Head and neck injuries, more specifically whiplash and concussions, are commonly the results of a car accident. And yet, many people do not know the symptoms of the two, let alone the overall difference between the two. Read on to discover more about whiplash and concussions and how one of the seasoned Baltimore County car accident attorneys at the Law Offices of Markey & Orsi can help you receive the financial compensation that you require to heal from them.

What is the difference between a whiplash and a concussion in a car accident?

First of all, whiplash is considered a neck injury that occurs from the forceful back-and-forth movement of the neck. This is often seen in a rear-end accident, as a driver and their passengers are not anticipating the impact. Symptoms of whiplash include the following:

  • The worsening of neck pain with movement.
  • The loss of range of neck motion.
  • Headache starting at the base of the neck.
  • Tenderness in the shoulder, back, and upper arms.
  • Numbness in the arms.
  • Dizziness or fatigue.

On the other hand, a concussion is considered a type of traumatic brain injury that occurs from a blow to the head. This may occur in any type of car accident, and even a temporary loss of consciousness may occur. Other symptoms of a concussion include the following:

  • Headache.
  • Ringing in the ears.
  • Blurry vision.
  • Sensitivity to light and sound.
  • Slurred speech.
  • Nausea or vomiting.
  • Confusion or “feeling foggy.”
  • Dizziness or fatigue.

What should I do if I suspect I have a head/neck injury after my car accident?

Usually, symptoms of whiplash and concussion do not present themselves until days after your car accident occurs. This is why you must seek medical treatment immediately after your accident regardless of whether you are symptomatic.

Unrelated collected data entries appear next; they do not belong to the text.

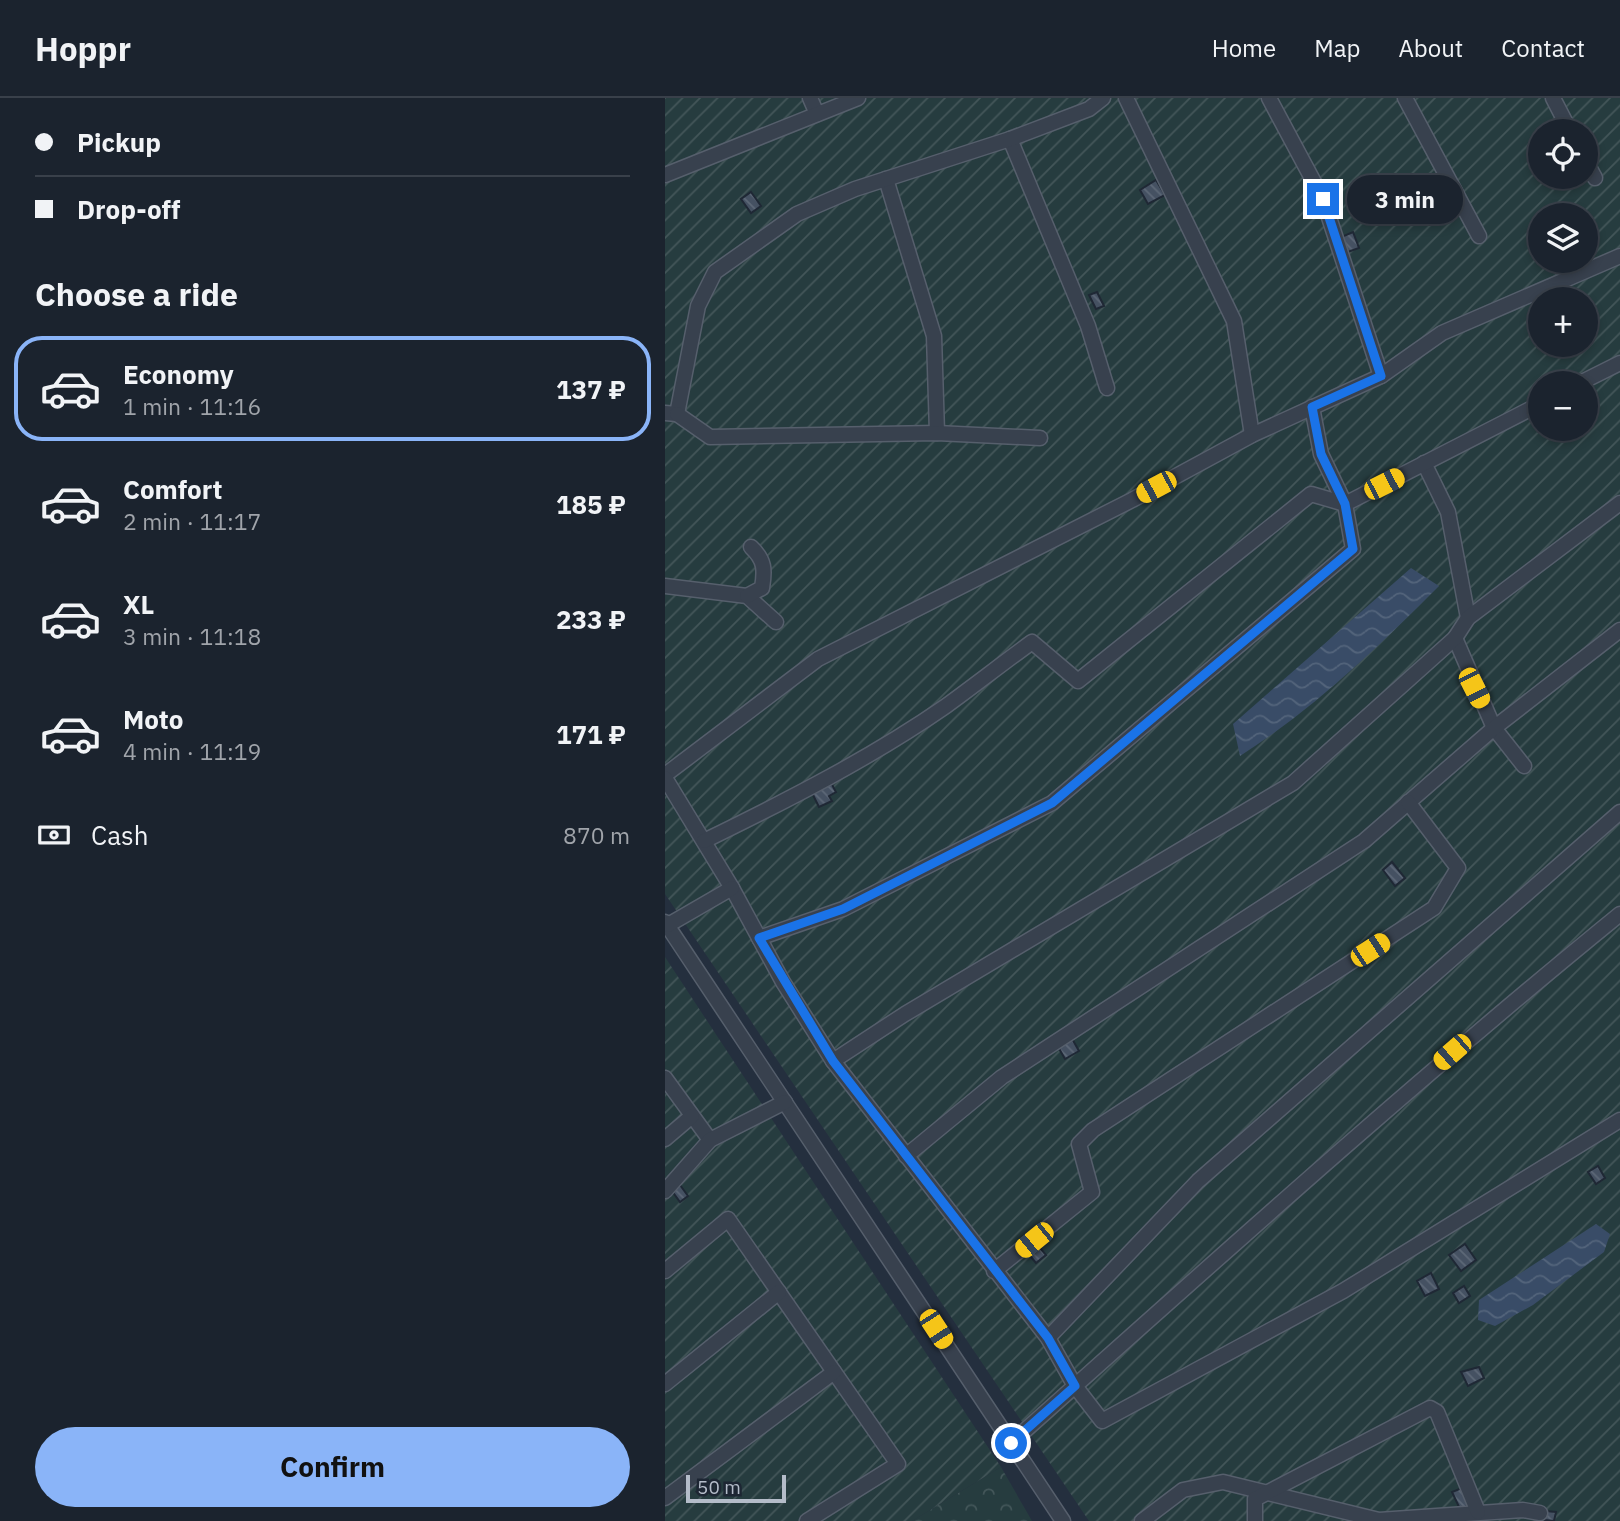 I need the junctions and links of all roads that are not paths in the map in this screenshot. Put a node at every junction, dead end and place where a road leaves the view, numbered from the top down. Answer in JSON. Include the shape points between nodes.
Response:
{"nodes":[{"id":1,"x":810,"y":98,"type":"edge"},
{"id":2,"x":858,"y":98,"type":"edge"},
{"id":3,"x":1103,"y":98,"type":"edge"},
{"id":4,"x":1126,"y":98,"type":"edge"},
{"id":5,"x":1269,"y":98,"type":"edge"},
{"id":6,"x":1405,"y":98,"type":"edge"},
{"id":7,"x":1553,"y":98,"type":"edge"},
{"id":8,"x":817,"y":114,"type":"junction"},
{"id":9,"x":1564,"y":119,"type":"edge"},
{"id":10,"x":1010,"y":139,"type":"junction"},
{"id":11,"x":665,"y":175,"type":"edge"},
{"id":12,"x":886,"y":179,"type":"junction"},
{"id":13,"x":1479,"y":236,"type":"dead end"},
{"id":14,"x":1620,"y":256,"type":"edge"},
{"id":15,"x":1620,"y":363,"type":"edge"},
{"id":16,"x":1598,"y":374,"type":"edge"},
{"id":17,"x":1381,"y":376,"type":"junction"},
{"id":18,"x":1107,"y":388,"type":"dead end"},
{"id":19,"x":1312,"y":407,"type":"junction"},
{"id":20,"x":1528,"y":410,"type":"edge"},
{"id":21,"x":671,"y":414,"type":"edge"},
{"id":22,"x":937,"y":433,"type":"junction"},
{"id":23,"x":1252,"y":435,"type":"junction"},
{"id":24,"x":1040,"y":438,"type":"dead end"},
{"id":25,"x":1424,"y":464,"type":"junction"},
{"id":26,"x":1620,"y":503,"type":"edge"},
{"id":27,"x":1345,"y":504,"type":"junction"},
{"id":28,"x":751,"y":547,"type":"dead end"},
{"id":29,"x":665,"y":586,"type":"edge"},
{"id":30,"x":747,"y":596,"type":"junction"},
{"id":31,"x":1468,"y":618,"type":"junction"},
{"id":32,"x":776,"y":622,"type":"dead end"},
{"id":33,"x":1620,"y":630,"type":"edge"},
{"id":34,"x":1455,"y":638,"type":"junction"},
{"id":35,"x":1494,"y":728,"type":"junction"},
{"id":36,"x":1524,"y":766,"type":"dead end"},
{"id":37,"x":665,"y":777,"type":"edge"},
{"id":38,"x":1408,"y":803,"type":"junction"},
{"id":39,"x":1620,"y":812,"type":"edge"},
{"id":40,"x":704,"y":841,"type":"junction"},
{"id":41,"x":732,"y":888,"type":"junction"},
{"id":42,"x":1620,"y":914,"type":"edge"},
{"id":43,"x":666,"y":924,"type":"edge"},
{"id":44,"x":759,"y":938,"type":"junction"},
{"id":45,"x":833,"y":1061,"type":"junction"},
{"id":46,"x":665,"y":1078,"type":"edge"},
{"id":47,"x":785,"y":1102,"type":"junction"},
{"id":48,"x":692,"y":1115,"type":"junction"},
{"id":49,"x":1620,"y":1120,"type":"edge"},
{"id":50,"x":665,"y":1139,"type":"edge"},
{"id":51,"x":710,"y":1140,"type":"junction"},
{"id":52,"x":906,"y":1156,"type":"junction"},
{"id":53,"x":665,"y":1191,"type":"edge"},
{"id":54,"x":665,"y":1271,"type":"edge"},
{"id":55,"x":994,"y":1271,"type":"junction"},
{"id":56,"x":779,"y":1292,"type":"junction"},
{"id":57,"x":1048,"y":1338,"type":"junction"},
{"id":58,"x":834,"y":1372,"type":"junction"},
{"id":59,"x":665,"y":1384,"type":"edge"},
{"id":60,"x":1075,"y":1386,"type":"junction"},
{"id":61,"x":1011,"y":1443,"type":"junction"},
{"id":62,"x":1265,"y":1494,"type":"junction"},
{"id":63,"x":665,"y":1499,"type":"edge"},
{"id":64,"x":1478,"y":1513,"type":"junction"},
{"id":65,"x":1540,"y":1513,"type":"dead end"},
{"id":66,"x":807,"y":1521,"type":"edge"},
{"id":67,"x":1063,"y":1521,"type":"edge"},
{"id":68,"x":1142,"y":1521,"type":"edge"},
{"id":69,"x":1255,"y":1521,"type":"edge"}],
"edges":[{"from":1,"to":8,"type":"street"},
{"from":2,"to":8,"type":"street"},
{"from":3,"to":10,"type":"street","via":[[1089,109]]},
{"from":4,"to":23,"type":"street","via":[[1234,321]]},
{"from":5,"to":17,"type":"street","via":[[1323,199]]},
{"from":6,"to":13,"type":"street"},
{"from":7,"to":9,"type":"street"},
{"from":8,"to":11,"type":"street"},
{"from":10,"to":12,"type":"street"},
{"from":10,"to":18,"type":"street","via":[[1088,326]]},
{"from":12,"to":21,"type":"street","via":[[797,214],[715,272],[698,306]]},
{"from":12,"to":22,"type":"street","via":[[934,336]]},
{"from":14,"to":17,"type":"street","via":[[1442,333]]},
{"from":15,"to":16,"type":"street"},
{"from":17,"to":19,"type":"street"},
{"from":19,"to":23,"type":"street"},
{"from":19,"to":27,"type":"street","via":[[1321,454]]},
{"from":20,"to":25,"type":"street"},
{"from":21,"to":22,"type":"street","via":[[710,437]]},
{"from":22,"to":24,"type":"street"},
{"from":23,"to":37,"type":"street","via":[[818,659]]},
{"from":25,"to":27,"type":"street"},
{"from":25,"to":31,"type":"street","via":[[1448,512]]},
{"from":26,"to":31,"type":"street"},
{"from":27,"to":40,"type":"street","via":[[1311,494],[1078,681],[1032,642],[891,741]]},
{"from":27,"to":44,"type":"street","via":[[1353,549],[1052,803],[843,909]]},
{"from":28,"to":30,"type":"street","via":[[761,556],[765,570],[762,588]]},
{"from":29,"to":30,"type":"street"},
{"from":30,"to":32,"type":"street"},
{"from":31,"to":34,"type":"street"},
{"from":33,"to":35,"type":"street"},
{"from":34,"to":35,"type":"street"},
{"from":34,"to":45,"type":"street","via":[[1293,783]]},
{"from":35,"to":36,"type":"street"},
{"from":35,"to":38,"type":"street"},
{"from":37,"to":40,"type":"street"},
{"from":38,"to":52,"type":"street","via":[[1315,875],[1002,1077]]},
{"from":38,"to":55,"type":"street","via":[[1458,868],[1434,908],[1093,1130],[1079,1144],[1092,1192]]},
{"from":39,"to":57,"type":"street","via":[[1198,1181]]},
{"from":40,"to":41,"type":"street"},
{"from":41,"to":43,"type":"street"},
{"from":41,"to":44,"type":"street"},
{"from":42,"to":60,"type":"street","via":[[1472,1034]]},
{"from":43,"to":47,"type":"street"},
{"from":44,"to":45,"type":"street"},
{"from":45,"to":52,"type":"street"},
{"from":46,"to":48,"type":"street"},
{"from":47,"to":51,"type":"street"},
{"from":47,"to":61,"type":"street"},
{"from":48,"to":50,"type":"street"},
{"from":48,"to":51,"type":"street"},
{"from":49,"to":60,"type":"street","via":[[1343,1291],[1103,1421]]},
{"from":51,"to":53,"type":"street"},
{"from":52,"to":55,"type":"street"},
{"from":54,"to":56,"type":"street","via":[[728,1219]]},
{"from":55,"to":57,"type":"street"},
{"from":56,"to":58,"type":"street"},
{"from":56,"to":59,"type":"street"},
{"from":57,"to":60,"type":"street"},
{"from":58,"to":63,"type":"street"},
{"from":58,"to":66,"type":"street","via":[[898,1464]]},
{"from":60,"to":61,"type":"street"},
{"from":61,"to":67,"type":"street"},
{"from":62,"to":64,"type":"street","via":[[1379,1520]]},
{"from":62,"to":64,"type":"street","via":[[1430,1408],[1437,1412]]},
{"from":62,"to":68,"type":"street","via":[[1223,1482],[1182,1490]]},
{"from":62,"to":69,"type":"street","via":[[1255,1499]]},
{"from":64,"to":65,"type":"street"}]}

This means calling an ambulance to the scene, being driven to the emergency room directly afterward, and scheduling follow-up appointments with your physician as directed.

Later on, if you choose to file a personal injury claim to recover your injuries and damages, the defendant and their attorney may poke at your argument if you did not seek immediate medical treatment. That is, they may counter by stating that your whiplash or concussion was not directly tied to the car accident. Or, they may state that these injuries are not as severe as you led them to be, or else you would not have hesitated in seeking medical treatment.